:: EXERCISE ::
Within the data below, find the string "Novo" and return each line where it occurs.

:: Records excerpted from a collection ::
+--

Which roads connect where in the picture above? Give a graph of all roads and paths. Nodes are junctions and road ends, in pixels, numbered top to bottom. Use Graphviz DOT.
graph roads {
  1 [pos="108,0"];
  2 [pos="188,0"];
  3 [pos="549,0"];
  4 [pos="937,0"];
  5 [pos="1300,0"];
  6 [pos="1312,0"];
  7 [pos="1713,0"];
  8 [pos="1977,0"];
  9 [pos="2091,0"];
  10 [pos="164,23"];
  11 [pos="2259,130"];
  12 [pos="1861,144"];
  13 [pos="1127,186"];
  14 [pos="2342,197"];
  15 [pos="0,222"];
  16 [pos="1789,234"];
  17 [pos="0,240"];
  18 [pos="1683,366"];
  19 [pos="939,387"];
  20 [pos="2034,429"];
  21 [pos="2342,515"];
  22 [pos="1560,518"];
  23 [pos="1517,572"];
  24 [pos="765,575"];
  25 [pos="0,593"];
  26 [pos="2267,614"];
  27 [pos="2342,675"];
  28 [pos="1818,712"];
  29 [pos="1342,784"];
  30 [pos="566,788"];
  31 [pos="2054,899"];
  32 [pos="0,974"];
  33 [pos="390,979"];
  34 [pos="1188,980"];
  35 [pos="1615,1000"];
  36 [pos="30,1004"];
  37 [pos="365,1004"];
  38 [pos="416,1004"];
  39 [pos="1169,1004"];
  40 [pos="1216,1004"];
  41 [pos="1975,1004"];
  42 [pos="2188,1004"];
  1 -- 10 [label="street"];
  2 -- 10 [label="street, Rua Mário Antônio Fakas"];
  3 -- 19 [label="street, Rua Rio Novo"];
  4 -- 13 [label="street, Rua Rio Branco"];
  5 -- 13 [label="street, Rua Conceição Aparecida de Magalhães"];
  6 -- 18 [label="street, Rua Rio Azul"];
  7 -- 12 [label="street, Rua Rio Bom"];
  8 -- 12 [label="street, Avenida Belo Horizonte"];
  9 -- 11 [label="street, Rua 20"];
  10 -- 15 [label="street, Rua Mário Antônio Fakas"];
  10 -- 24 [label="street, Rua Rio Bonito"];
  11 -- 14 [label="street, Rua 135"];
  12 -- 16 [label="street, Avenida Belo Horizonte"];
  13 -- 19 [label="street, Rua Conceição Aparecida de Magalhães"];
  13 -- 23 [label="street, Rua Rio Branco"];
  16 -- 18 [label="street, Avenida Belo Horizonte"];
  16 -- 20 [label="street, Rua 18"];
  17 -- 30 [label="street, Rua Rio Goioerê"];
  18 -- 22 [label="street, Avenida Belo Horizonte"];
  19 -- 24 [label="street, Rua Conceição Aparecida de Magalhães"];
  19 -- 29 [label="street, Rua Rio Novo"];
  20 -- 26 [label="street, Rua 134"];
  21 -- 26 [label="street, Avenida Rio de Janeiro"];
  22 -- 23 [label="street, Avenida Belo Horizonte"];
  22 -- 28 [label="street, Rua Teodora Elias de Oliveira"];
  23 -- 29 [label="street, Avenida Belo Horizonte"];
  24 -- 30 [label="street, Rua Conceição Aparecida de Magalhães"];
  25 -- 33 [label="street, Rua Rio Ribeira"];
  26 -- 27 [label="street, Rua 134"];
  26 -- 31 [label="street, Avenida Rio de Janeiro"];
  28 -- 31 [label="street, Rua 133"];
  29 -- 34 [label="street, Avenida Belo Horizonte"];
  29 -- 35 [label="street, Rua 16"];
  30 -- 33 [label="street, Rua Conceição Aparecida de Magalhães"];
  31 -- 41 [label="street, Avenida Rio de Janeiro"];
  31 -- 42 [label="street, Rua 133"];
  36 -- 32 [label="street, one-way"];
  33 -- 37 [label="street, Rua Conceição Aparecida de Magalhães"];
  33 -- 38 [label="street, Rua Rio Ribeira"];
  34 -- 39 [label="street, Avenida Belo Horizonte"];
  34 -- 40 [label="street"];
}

+--

:: WRITTEN RESPONSE ::
  3 -- 19 [label="street, Rua Rio Novo"];
  19 -- 29 [label="street, Rua Rio Novo"];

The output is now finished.